On April 15, 2008, Weaver signed a minor league deal with the Milwaukee Brewers. However, after pitching in just nine minor league games, Weaver requested and was granted a release from his contract. On July 5, Weaver signed a minor league contract with the Cleveland Indians, but did not appear in the majors with them, spending the rest of the season in AAA with the Buffalo Bisons.

===Return to the Dodgers===
Weaver signed a minor-league deal with the Los Angeles Dodgers in February 2009 and was assigned to the AAA Albuquerque Isotopes. After a few appearances with the Isotopes, Weaver was recalled to the Dodgers on April 30 and he pitched four scoreless innings of relief against the San Diego Padres, his first appearance in a Major League game since 2007. He made his first start of 2009 vs. the Arizona Diamondbacks on May 5 and allowed one run and struck out six in five innings.

On June 20, 2009, Jeff Weaver started for the Dodgers against the Los Angeles Angels. The opposing starter was his younger brother Jered Weaver. This was the first pitching matchup between brothers since 2002 when Andy and Alan Benes matched up and only the 15th such game since 1967. The Dodgers won 6-4, with Jeff getting the win and Jered taking the loss.

On October 7, 2009, Weaver was the winning pitcher in Game One of the 2009 National League Division Series between the Dodgers and his former team, the St. Louis Cardinals. It was the fourth post-season victory of his career. Weaver returned to the Dodgers for the 2010 season on another minor league contract. He once more made the opening day roster as a reliever.

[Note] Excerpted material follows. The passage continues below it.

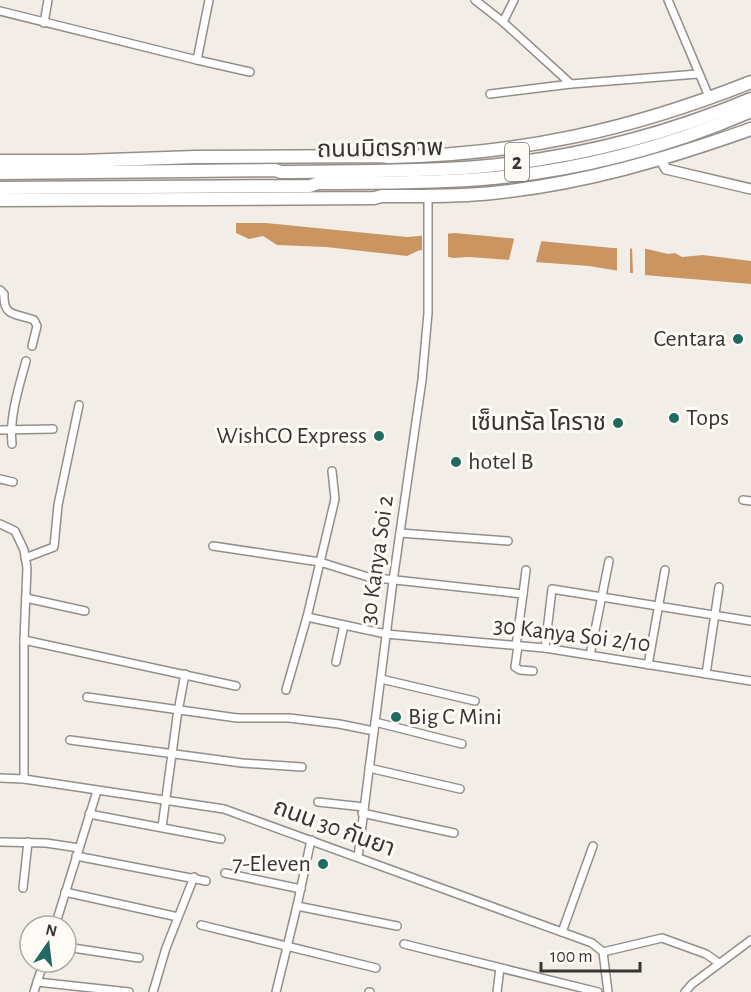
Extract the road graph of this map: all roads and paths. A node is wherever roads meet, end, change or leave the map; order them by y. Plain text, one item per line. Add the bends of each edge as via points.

On May 7, 2010, Weaver picked up his 100th career victory in a relief outing against the Colorado Rockies. He appeared in 43 games with the Dodgers in 2010, all in relief, and finished 5-1 with a 6.09 ERA. He became a free agent following the season.

==Post-baseball career==

===Oaks Christian School===
On September 28, 2016, Weaver was hired as the pitching coach for the Oaks Christian School varsity baseball team to work alongside head coach Royce Clayton.